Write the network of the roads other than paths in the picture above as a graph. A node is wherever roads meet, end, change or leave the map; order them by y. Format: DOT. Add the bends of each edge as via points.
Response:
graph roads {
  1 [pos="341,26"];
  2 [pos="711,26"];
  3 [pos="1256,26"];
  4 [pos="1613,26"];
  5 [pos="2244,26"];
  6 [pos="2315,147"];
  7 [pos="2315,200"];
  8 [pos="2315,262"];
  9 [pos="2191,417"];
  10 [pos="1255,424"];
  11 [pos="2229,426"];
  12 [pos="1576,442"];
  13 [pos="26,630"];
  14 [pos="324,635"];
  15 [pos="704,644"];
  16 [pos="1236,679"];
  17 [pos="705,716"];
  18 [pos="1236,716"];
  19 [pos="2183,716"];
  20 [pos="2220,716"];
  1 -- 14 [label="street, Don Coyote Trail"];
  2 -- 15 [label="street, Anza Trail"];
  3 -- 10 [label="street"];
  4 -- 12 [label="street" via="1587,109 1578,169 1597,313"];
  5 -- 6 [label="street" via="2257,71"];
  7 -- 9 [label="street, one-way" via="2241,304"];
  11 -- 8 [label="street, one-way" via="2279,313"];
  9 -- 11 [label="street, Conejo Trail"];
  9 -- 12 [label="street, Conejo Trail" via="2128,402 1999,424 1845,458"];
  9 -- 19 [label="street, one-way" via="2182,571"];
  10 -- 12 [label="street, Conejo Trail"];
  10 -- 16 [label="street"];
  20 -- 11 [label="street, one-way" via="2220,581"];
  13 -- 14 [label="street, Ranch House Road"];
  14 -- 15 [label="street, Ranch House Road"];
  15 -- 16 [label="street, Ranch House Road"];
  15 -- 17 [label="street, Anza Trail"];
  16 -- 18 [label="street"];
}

--- TASK OBJECTIVE ---
Give every entry again, exactly as it reads.

--- RESPONSE AREA ---
Write the network of the roads other than paths in the picture above as a graph. A node is wherever roads meet, end, change or leave the map; order them by y. Format: DOT. Add the bends of each edge as via points.
Response:
graph roads {
  1 [pos="341,26"];
  2 [pos="711,26"];
  3 [pos="1256,26"];
  4 [pos="1613,26"];
  5 [pos="2244,26"];
  6 [pos="2315,147"];
  7 [pos="2315,200"];
  8 [pos="2315,262"];
  9 [pos="2191,417"];
  10 [pos="1255,424"];
  11 [pos="2229,426"];
  12 [pos="1576,442"];
  13 [pos="26,630"];
  14 [pos="324,635"];
  15 [pos="704,644"];
  16 [pos="1236,679"];
  17 [pos="705,716"];
  18 [pos="1236,716"];
  19 [pos="2183,716"];
  20 [pos="2220,716"];
  1 -- 14 [label="street, Don Coyote Trail"];
  2 -- 15 [label="street, Anza Trail"];
  3 -- 10 [label="street"];
  4 -- 12 [label="street" via="1587,109 1578,169 1597,313"];
  5 -- 6 [label="street" via="2257,71"];
  7 -- 9 [label="street, one-way" via="2241,304"];
  11 -- 8 [label="street, one-way" via="2279,313"];
  9 -- 11 [label="street, Conejo Trail"];
  9 -- 12 [label="street, Conejo Trail" via="2128,402 1999,424 1845,458"];
  9 -- 19 [label="street, one-way" via="2182,571"];
  10 -- 12 [label="street, Conejo Trail"];
  10 -- 16 [label="street"];
  20 -- 11 [label="street, one-way" via="2220,581"];
  13 -- 14 [label="street, Ranch House Road"];
  14 -- 15 [label="street, Ranch House Road"];
  15 -- 16 [label="street, Ranch House Road"];
  15 -- 17 [label="street, Anza Trail"];
  16 -- 18 [label="street"];
}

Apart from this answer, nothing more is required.